Obrigado pela oportunidade que me dais de vos poder encontrar. Vivo
com uma gratidão especial este momento em que posso ver a Igreja
respirar plenamente com os seus dois pulmões – rito latino e rito
bizantino – para se encher do ar sempre novo e renovador do Espírito
Santo. Dois pulmões necessários, complementares, que nos ajudam a
saborear melhor a beleza do Senhor (cf. Francisco, Exort. ap. Evangelii gaudium, 116). Demos graças pela possibilidade de respirar juntos, a plenos pulmões, como o Senhor foi bom para connosco.
Agradeço os vossos testemunhos, sobre os quais gostaria de voltar.
Aludíeis ao facto de ser poucos e ao risco de ceder a algum complexo de
inferioridade. Enquanto vos ouvia, vinha-me à mente a imagem de Maria de
Betânia, que, tomando uma libra de perfume de nardo puro, ungiu os pés
de Jesus e enxugou-os com os seus cabelos. O evangelista conclui a
descrição da cena, dizendo: «A casa encheu-se com a fragrância do
perfume» (Jo 12, 3). Aquele nardo foi capaz de impregnar tudo e deixar uma marca inconfundível.

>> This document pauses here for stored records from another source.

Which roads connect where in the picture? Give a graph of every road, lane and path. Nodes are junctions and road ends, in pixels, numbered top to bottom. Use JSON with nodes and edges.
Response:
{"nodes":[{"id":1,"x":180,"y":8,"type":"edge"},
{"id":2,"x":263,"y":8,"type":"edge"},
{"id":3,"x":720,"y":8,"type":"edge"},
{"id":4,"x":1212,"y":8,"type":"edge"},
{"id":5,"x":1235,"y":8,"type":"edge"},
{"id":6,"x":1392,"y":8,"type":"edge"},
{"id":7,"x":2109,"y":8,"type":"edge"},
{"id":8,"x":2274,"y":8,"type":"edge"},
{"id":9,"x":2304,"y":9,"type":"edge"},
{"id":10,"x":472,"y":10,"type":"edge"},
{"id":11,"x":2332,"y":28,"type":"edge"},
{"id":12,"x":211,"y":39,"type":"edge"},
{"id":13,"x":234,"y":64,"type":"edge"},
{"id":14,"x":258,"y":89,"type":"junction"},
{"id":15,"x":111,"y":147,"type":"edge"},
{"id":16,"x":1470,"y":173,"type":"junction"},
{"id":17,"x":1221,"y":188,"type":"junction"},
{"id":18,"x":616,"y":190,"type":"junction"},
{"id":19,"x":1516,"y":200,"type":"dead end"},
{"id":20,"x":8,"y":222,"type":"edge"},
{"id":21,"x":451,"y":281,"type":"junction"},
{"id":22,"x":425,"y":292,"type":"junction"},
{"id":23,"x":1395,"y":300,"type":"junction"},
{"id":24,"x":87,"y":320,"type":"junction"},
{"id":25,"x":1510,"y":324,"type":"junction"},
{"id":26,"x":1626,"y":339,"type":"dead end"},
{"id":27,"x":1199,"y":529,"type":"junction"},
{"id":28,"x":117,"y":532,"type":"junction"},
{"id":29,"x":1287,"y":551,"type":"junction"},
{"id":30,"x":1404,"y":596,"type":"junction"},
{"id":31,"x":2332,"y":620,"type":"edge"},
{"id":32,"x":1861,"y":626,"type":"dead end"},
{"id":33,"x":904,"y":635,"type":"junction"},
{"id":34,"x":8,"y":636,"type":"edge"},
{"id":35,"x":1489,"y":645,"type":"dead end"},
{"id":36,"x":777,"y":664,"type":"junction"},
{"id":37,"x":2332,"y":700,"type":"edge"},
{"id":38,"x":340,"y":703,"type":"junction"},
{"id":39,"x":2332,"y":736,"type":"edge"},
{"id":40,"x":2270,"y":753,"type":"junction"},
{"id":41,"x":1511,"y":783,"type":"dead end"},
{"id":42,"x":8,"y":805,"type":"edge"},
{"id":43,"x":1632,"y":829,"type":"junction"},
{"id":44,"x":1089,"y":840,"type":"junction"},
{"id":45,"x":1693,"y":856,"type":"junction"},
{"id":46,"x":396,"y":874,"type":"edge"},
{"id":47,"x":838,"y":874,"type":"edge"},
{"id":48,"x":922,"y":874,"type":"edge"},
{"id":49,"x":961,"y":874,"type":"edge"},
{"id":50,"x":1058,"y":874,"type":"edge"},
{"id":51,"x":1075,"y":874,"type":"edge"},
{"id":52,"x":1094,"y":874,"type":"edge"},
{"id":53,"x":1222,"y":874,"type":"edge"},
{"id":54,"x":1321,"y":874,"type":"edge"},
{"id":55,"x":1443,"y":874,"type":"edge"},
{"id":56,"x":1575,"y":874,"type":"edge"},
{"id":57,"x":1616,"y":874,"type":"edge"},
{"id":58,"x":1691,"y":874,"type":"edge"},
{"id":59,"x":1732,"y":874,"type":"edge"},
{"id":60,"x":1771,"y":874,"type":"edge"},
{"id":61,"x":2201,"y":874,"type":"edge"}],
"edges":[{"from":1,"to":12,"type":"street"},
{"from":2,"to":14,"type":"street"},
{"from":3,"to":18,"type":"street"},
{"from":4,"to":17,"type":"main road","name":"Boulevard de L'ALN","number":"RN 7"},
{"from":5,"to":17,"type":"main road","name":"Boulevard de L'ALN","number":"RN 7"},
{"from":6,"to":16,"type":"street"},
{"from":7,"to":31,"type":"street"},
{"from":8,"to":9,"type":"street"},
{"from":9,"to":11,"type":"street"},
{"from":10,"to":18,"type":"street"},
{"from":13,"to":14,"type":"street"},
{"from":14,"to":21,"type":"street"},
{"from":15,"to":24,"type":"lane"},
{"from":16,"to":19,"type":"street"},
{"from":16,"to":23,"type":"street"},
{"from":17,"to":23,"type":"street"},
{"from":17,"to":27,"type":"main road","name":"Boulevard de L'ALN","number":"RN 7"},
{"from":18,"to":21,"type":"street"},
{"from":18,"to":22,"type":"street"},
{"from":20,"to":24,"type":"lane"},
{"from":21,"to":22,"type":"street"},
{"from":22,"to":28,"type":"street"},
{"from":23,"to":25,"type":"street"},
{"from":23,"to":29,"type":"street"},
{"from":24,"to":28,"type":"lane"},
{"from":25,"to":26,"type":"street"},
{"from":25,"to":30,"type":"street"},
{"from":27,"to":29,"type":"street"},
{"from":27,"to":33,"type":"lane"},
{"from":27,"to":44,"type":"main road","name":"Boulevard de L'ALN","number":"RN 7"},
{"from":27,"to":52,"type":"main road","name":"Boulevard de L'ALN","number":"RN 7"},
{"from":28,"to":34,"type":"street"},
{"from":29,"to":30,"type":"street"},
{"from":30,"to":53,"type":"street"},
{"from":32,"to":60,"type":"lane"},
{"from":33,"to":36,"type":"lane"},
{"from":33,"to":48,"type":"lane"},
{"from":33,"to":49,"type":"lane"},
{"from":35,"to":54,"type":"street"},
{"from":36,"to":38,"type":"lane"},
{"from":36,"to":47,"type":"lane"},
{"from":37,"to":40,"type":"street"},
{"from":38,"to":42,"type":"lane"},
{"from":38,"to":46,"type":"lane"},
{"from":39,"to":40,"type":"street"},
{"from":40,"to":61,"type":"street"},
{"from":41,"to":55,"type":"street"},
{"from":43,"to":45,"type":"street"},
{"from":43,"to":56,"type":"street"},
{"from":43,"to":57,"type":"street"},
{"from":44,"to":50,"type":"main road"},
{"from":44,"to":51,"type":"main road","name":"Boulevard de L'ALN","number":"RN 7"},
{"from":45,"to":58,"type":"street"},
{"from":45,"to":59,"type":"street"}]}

Há situações – e não são poucas – em que sentimos necessidade de
fazer contas à vida: começamos a olhar quantos somos... e somos poucos;
os meios que temos... e são poucos; depois vemos a quantidade de casas e
obras a sustentar... e são demasiadas! Poderíamos continuar a enumerar
as múltiplas realidades em que experimentamos a precariedade dos
recursos que temos à disposição para levar por diante o mandato
missionário que nos foi confiado. Quando isto acontece, parece que o
saldo do balanço apareça «a vermelho», ou seja, negativo.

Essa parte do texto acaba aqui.